Ethiopia has accused Egypt of trying to revert to the 1959 colonial agreement that gave it dominance over the Nile waters, warning that the stance by Cairo could torpedo the new Nile Treaty of 2010.
The two countries are locked in a bitter dispute over usage of the Nile River waters, with Egypt charging that Ethiopia’s plan to fill the Grand Ethiopian Renaissance Dam (GERD) will starve Egypt of its primary supply.
Responding to Egypt’s decision to take the issue of the GERD to the UN Security Council, Ethiopian Foreign Minister Gedu Andargachew in a June 22 letter said Egypt’s insistence on the “historical rights and current use” has made it difficult to reach a settlement on the dispute.
“The notion of historical rights is in reference to the 1959 colonial-era agreement between Egypt and Sudan which divided the Nile between them, completely ignoring Ethiopia. Under this invalid and unfair deal, Egypt acquired the lion’s share of the Nile water,” said Mr Andargachew in the letter.
After breakdown of the negotiations that started on June 9, Egypt Foreign Affairs Minister Sameh Shoukry, on June 19 wrote to the Security Council accusing Ethiopia of continued “intransigence” over filling of the GERD reservoir, which he said potentially constitutes a threat to international peace and security.
Ethiopia has said it intends to start filling the GERD reservoir in July.
“Egypt has elected to bring this matter to the attention of the UN security Council after having explored and exhausted every avenue of reaching an amicable solution to an agreement on the GERD that preserves and promotes the rights and interests of the three riparian states of the Blue Nile,” said Mr Shoukry.
Sources within the UN told The EastAfrican that the issue has divided the five permanent members of the UN Security Council; the US, France, Russia, the UK and China.
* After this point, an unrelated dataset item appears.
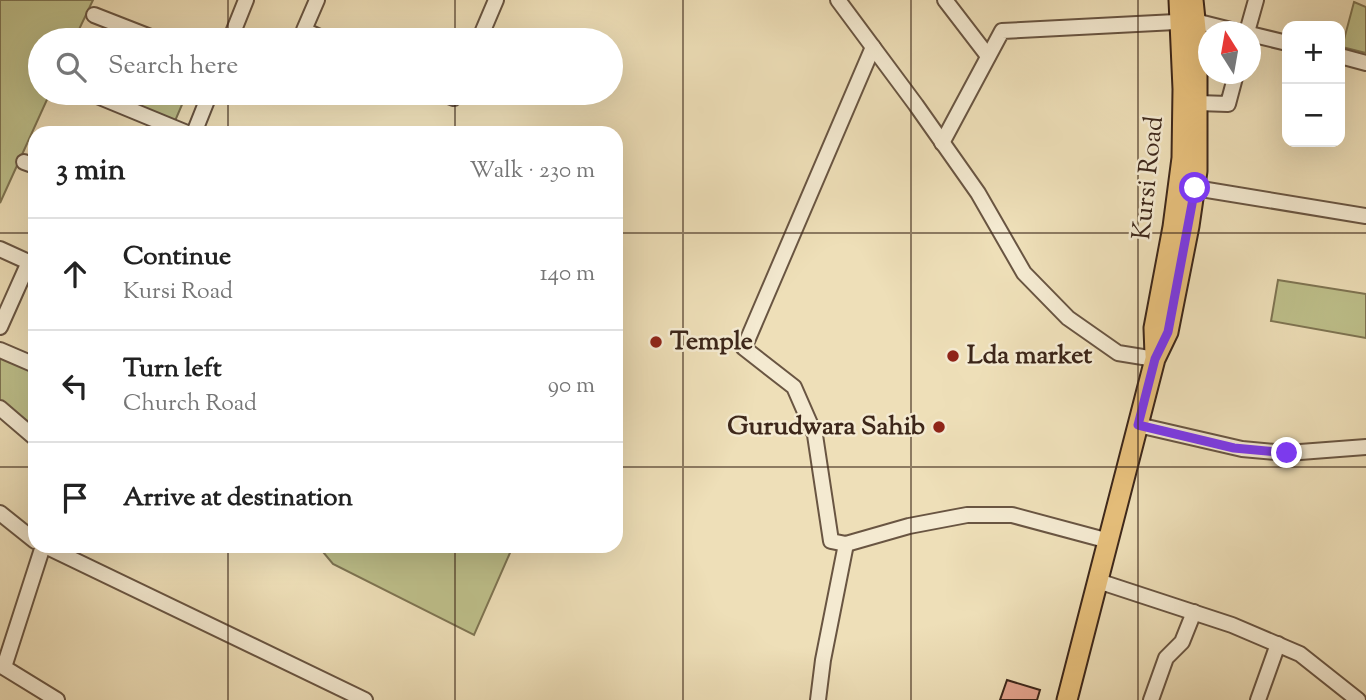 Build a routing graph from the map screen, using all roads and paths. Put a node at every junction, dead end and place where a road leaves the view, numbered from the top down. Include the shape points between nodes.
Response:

South Africa, the current chair of the African Union and which led the Africa group, says there are few issues unresolved, arguing that the matter should first be taken up by the continental body before going to the UN.
Mr Andargachew says all technical issues have been resolved except legal ones, which diplomats say is a reference to the 1959 Nile Treaty.
The 1959 agreement allocated nearly 90 per cent of the Nile waters to Egypt and Sudan, with Egypt taking 55.5 billion cubic meters annually while Sudan was allocated 18.5 billion cubic meters per year.
But Article 14 (b) of the 2010 Nile Basin Co-operative Framework Agreement (CFA), which involved 11 riparian countries, allowed other Nile Basin countries to do projects along the River Nile.
Egypt and Sudan are yet to sign the agreement 10 years on, over this provision, and want Article 14 (b) to read that the use “not to adversely affect the water security and current uses and rights of any other Nile Basin State”.
Ethiopia says it will take three to seven years to fill the dam reservoir with 4.9 billion cubic meters of water for generation of electricity, while Egypt says it will affect the natural flow of the Blue Nile that provides it with 87 per cent of its water and has been pushing for gradual filling of between seven and 10 years to guarantee its annual share.
Former director of water resources in Kenya, John Nyaoro, who is a consultant on international water law and water resources, told The EastAfrican that Egypt’s reliance on international law on common use of resources could prolong the dispute.
The Egypt-Ethiopia dispute now raises the question as to why most Nile Basin countries have not ratified the CFA in order to make the agreement take effect.
Only four countries out of the 11 Nile Basin Initiative members Ethiopia, Tanzania, Rwanda and Uganda have ratified the CFA, which requires six ratifications to take effect. Uganda ratified it last year but is yet to deposit the instruments with the AU.
In Kenya, the then Water Cabinet Secretary, Simon Chelugui, told our sister publication, Daily Nation in November last year that the CFA has already gone through the Cabinet and the National Assembly, and the country is at an advanced stage of finalising the ratification.
To date only six members: Kenya, Ethiopia, Burundi, Rwanda, Tanzania and Uganda have signed. Other riparian countries are Egypt, Sudan, South Sudan, DR Congo and Eritrea.
Mr Nyaoro said that the lack of ratification by the required members has also delayed the establishment of the Nile River Basin Commission as provided by Article 15 of the Nile 2010 agreement that was to set up a committee to deal with the controversial Article 14 (b).
Emmanuel Daniel Chonza, an economist and the Monitoring and Evaluation specialist at the Nile Basin Initiative (NBI), told The EastAfrican that CFA is a country and as an entirely political matter, the NBI management has no position on early or late ratification by any country.